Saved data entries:

⟨

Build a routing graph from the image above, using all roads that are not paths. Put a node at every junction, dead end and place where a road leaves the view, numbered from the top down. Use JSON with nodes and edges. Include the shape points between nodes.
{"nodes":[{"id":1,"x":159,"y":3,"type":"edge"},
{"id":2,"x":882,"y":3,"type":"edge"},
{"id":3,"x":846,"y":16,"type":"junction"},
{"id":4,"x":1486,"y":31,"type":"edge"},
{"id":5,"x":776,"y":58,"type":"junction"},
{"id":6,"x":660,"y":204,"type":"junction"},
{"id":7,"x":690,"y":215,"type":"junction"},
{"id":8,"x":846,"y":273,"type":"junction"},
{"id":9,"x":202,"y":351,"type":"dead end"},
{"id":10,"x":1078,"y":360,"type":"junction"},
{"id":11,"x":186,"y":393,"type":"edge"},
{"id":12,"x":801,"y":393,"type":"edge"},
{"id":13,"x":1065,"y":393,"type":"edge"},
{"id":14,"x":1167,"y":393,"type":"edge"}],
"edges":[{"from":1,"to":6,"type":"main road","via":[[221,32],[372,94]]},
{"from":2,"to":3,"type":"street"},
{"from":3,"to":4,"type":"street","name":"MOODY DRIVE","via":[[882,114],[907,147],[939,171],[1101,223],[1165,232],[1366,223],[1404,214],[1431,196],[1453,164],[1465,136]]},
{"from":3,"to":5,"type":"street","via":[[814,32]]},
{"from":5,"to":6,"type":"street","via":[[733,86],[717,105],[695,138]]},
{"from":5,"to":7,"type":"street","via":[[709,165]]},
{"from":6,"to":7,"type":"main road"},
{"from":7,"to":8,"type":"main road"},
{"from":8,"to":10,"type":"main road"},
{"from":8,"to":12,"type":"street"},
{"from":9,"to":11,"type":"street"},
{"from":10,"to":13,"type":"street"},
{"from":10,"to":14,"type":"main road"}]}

⟩
⟨

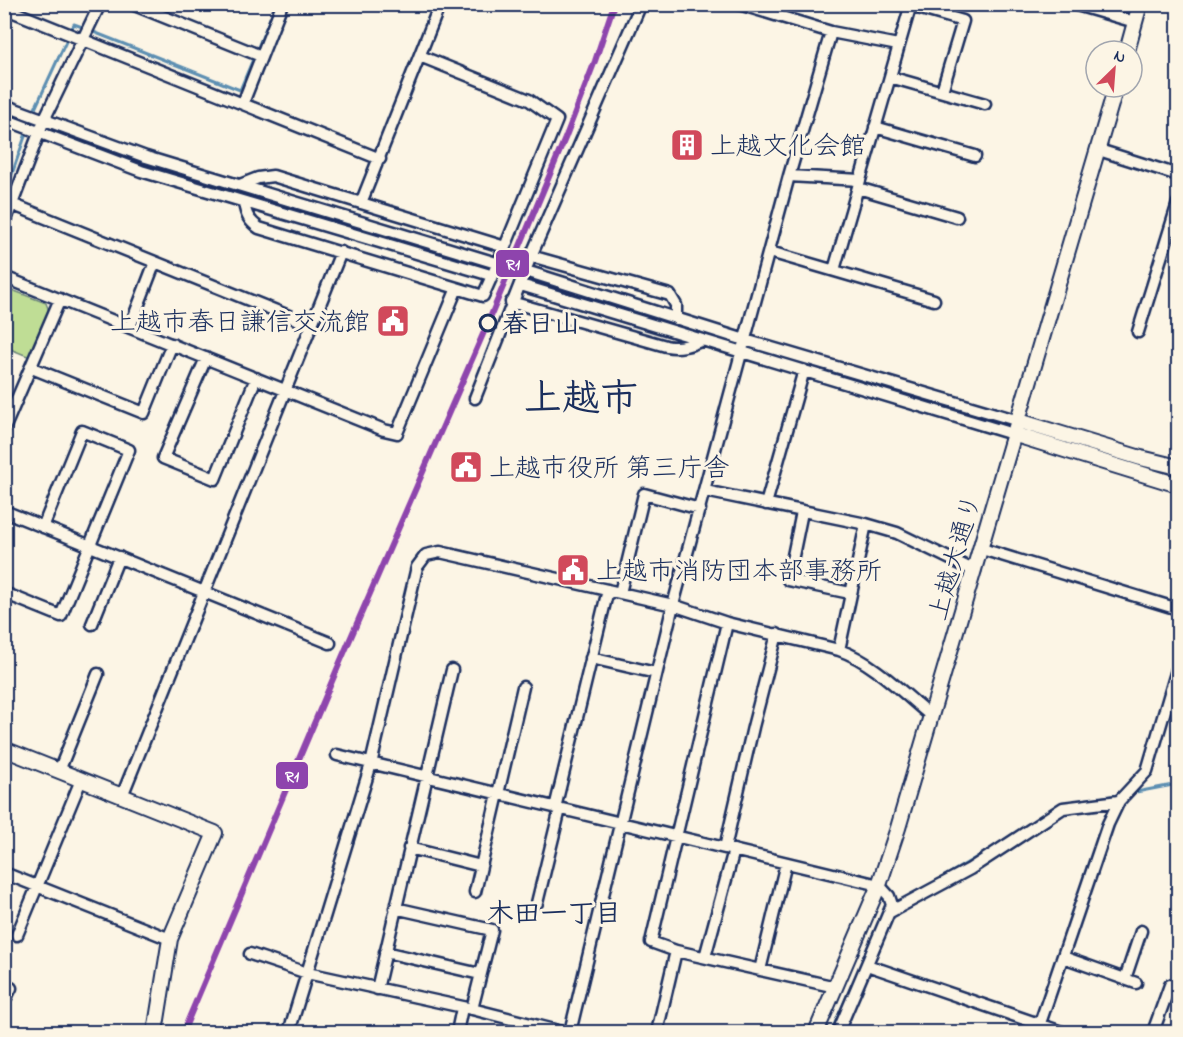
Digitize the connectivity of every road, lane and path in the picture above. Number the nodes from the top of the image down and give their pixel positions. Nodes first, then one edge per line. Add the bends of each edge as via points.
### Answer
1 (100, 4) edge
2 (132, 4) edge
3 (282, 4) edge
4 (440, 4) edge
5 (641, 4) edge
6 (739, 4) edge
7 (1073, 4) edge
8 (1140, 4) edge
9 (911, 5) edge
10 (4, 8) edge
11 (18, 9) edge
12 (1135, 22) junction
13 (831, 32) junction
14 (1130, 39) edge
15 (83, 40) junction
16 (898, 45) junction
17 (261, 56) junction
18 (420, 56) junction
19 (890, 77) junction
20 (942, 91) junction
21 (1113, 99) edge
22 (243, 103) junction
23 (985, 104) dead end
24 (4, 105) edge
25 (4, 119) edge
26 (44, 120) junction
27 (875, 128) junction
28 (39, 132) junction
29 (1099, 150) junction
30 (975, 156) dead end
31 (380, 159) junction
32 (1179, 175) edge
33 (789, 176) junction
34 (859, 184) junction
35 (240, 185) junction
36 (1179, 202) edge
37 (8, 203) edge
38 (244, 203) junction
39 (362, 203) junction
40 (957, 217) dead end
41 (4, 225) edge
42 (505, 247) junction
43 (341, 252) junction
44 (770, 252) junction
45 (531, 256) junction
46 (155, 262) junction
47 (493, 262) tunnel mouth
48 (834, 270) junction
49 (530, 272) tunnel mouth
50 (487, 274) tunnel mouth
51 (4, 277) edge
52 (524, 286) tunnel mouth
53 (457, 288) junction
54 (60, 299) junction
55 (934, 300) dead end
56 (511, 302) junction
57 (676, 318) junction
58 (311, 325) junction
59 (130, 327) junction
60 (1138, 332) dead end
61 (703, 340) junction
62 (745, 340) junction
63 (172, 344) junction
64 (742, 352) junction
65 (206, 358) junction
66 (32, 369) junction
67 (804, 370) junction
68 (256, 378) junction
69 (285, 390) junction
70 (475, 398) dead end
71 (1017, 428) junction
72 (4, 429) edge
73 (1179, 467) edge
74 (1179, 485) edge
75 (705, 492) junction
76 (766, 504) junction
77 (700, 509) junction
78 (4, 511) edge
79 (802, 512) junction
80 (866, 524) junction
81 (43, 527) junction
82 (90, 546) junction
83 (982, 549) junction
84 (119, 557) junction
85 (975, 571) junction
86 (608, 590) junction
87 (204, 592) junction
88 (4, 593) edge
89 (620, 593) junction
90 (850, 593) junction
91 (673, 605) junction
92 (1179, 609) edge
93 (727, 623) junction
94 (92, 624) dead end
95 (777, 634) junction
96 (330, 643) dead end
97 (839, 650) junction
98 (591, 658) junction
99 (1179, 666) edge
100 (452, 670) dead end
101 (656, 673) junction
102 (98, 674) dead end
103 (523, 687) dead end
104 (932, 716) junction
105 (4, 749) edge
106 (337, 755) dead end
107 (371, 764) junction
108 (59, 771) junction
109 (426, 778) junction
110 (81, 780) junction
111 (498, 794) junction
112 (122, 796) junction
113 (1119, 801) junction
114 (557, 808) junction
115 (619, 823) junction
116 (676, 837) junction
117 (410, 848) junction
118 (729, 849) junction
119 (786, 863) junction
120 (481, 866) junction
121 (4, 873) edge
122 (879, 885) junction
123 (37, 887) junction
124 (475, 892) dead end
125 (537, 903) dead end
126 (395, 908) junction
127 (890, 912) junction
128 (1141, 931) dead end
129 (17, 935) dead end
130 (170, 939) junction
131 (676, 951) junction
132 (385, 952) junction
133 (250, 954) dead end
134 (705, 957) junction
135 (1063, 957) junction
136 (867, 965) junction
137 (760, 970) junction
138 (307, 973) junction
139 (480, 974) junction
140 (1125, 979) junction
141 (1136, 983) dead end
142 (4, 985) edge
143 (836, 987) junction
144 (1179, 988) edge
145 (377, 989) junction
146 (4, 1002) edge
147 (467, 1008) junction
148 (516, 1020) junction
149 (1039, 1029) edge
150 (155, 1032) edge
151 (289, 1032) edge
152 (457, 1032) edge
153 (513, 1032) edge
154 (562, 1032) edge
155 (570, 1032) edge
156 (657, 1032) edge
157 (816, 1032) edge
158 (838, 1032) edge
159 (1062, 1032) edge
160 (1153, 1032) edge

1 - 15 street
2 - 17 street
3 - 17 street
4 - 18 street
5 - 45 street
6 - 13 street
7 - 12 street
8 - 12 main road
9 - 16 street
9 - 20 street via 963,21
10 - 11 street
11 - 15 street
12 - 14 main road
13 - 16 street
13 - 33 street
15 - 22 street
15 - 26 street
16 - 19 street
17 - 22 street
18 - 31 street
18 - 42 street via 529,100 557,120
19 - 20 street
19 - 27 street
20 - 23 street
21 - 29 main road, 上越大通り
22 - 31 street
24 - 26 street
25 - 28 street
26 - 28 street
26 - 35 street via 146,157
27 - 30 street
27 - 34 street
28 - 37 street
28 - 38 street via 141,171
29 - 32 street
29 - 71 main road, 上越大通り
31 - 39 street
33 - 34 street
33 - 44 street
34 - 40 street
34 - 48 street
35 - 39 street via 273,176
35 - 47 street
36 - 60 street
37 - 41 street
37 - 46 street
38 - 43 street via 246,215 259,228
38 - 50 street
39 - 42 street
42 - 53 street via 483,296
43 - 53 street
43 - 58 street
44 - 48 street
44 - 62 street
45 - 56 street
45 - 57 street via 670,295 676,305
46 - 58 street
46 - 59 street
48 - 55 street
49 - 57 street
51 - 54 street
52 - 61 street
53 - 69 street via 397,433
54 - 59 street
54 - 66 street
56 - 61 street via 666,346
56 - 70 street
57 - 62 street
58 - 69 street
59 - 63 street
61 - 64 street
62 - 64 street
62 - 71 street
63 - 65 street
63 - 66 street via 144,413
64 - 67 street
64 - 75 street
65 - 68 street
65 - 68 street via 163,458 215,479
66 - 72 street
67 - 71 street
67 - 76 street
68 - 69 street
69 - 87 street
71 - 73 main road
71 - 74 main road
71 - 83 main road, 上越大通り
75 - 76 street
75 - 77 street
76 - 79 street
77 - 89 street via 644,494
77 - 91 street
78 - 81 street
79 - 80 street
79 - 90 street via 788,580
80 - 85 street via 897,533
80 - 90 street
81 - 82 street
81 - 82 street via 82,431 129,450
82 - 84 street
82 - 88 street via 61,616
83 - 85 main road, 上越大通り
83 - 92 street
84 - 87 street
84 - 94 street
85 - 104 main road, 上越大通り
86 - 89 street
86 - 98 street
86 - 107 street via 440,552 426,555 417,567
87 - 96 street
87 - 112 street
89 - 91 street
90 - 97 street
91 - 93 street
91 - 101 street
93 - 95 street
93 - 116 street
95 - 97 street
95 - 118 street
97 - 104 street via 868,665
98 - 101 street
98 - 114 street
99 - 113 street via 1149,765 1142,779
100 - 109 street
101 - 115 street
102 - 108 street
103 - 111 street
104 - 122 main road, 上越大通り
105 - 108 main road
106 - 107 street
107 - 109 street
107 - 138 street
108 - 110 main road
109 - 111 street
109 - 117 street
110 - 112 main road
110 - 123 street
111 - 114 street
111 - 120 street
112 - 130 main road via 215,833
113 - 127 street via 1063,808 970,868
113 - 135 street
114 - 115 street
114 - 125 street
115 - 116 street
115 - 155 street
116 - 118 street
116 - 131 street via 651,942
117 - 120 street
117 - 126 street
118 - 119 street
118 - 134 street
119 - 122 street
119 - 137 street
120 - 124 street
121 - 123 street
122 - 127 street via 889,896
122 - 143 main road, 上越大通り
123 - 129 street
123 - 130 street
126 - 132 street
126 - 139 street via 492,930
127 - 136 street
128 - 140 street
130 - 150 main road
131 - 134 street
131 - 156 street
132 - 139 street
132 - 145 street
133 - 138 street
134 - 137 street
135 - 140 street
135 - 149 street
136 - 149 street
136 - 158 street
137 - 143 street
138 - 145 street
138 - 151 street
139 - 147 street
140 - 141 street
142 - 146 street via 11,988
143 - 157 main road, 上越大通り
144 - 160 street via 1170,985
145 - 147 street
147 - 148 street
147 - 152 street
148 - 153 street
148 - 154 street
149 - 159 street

⟩

**Your objective:** Check each line above for the string "tunnel", then copy the ones that have it.

**Solution:**
47 (493, 262) tunnel mouth
49 (530, 272) tunnel mouth
50 (487, 274) tunnel mouth
52 (524, 286) tunnel mouth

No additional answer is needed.